Compte-tenu du nombre d’éditions (et j’ai bien conscience qu’il en manque quelques-unes ici…), je constate avec joie qu’Alice fait écho à beaucoup de monde sans distinction d’âge. En pop-up, versions bilingues, flap-book, avec ou sans tirette…cette sélection non exhaustive est comme autant de portes entrouvertes vers mon labyrinthe intérieur.

J’ai déjà hâte d’y retourner !

Les poissons dorés

Ghislaine Roman et Marjorie Pourchet

Akinomé jeunesse

La fable du jour est écologique, actuelle, bouleversante de réalisme.

Ghislaine Roman nous parle de la vie d’Izumi, le pêcheur de poissons dorés. Rares, ces petits poissons appelés aussi takara sont convoités par les plus riches de l’île. Aussi pour un pêcheur, en trouver c’est l’assurance de gagner beaucoup d’argent. C’est cette appétence pour le profit qui fera basculer le destin d’Izumi.

A la suite d’une tempête le pêcheur découvre une crique où les takara évoluent en nombre, paisiblement entre les algues blondes. Régulièrement il vient pêcher ici de quoi gagner sa vie. Désireux de transmettre un peu de son expérience à son fils, il l’emmène plonger dans la crique. Ensemble ils observent les poissons, les algues, la vie sous-marine paisible dans son équilibre.

La chance soudaine d’Izumi a tôt fait d’exciter les convoitises. Poussés par la jalousie, les autres pêcheurs le suivent, puis ayant localisé la crique de l’abondance, ils s’y rendent en masse pour pêcher jusqu’à épuisement les bancs de takara.

Cela fit-il leur fortune ?

Qu’est-ce qui se passe quand un met rare devient soudain accessible… ? (Roulement de tambour) : les riches s’en détournent !

Et la pêche miraculeuse : dé-miraculée !

Et les poissons dorés deviennent tellement communs qu’ils sont à peine bons pour nourrir les chats du port…

Bilan de la situation : les poissons dorés ont disparu de la crique, la crique est saccagée de déchets jetés par-dessus bord, extinction de la vie sous-marine…

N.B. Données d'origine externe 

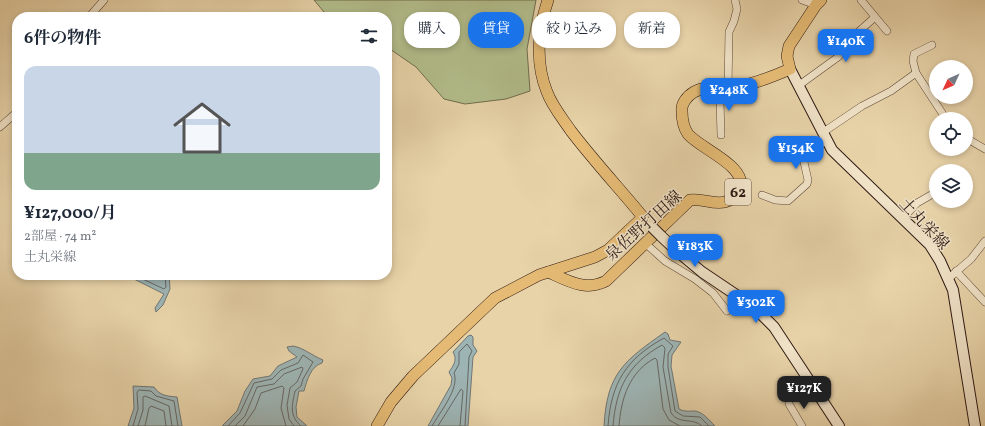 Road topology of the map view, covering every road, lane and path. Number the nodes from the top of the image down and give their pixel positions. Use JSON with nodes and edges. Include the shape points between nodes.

Pour les autres la vie continue mais pour Izumi, c’est traumatique. La culpabilité envahit son âme et dès lors, sa seule raison ne vivre n’est plus la pêche mais la nécessité impérieuse de réparer ce désastre. Par où commencer pour refaire de cette crique le paradis d’antan ?

Patiemment, années après années, Izumi et Okito s’appliquent à nettoyer les fonds des ordures qui s’y étaient accumulées. Arrive un jour le temps de ramener la vie végétale, celle qui conditionnera le retour des poissons. Il leur faudra patienter bien des lunes pour que les algues blondes prolifèrent à nouveau. L’enjeu pour Izumi est quasi vital : ses tourments trouveront-ils un apaisement ?

Les illustrations de Marjorie Pourchet sont d’une finesse dépaysante, et intemporelle et font écho aux estampes japonaises traditionnelles. Les yeux se posent sur les 1001 détails et nuances qui parsèment les pages où le ciel et l’océan confondent leur bleus. Elles accompagnent à merveille ce texte habilement engagé de Ghislaine Roman.

Elles sont multiples les destructions résultant de la folie des hommes. Cette histoire donne matière à réfléchir aux conséquences d’un certain nombre de fléaux causés directement par l’activité humaine : la surpêche, la surconsommation, la pollution des océans, la destruction des écosystèmes marins, la destruction d’espèces animales…tout ça à cause de la course au profit.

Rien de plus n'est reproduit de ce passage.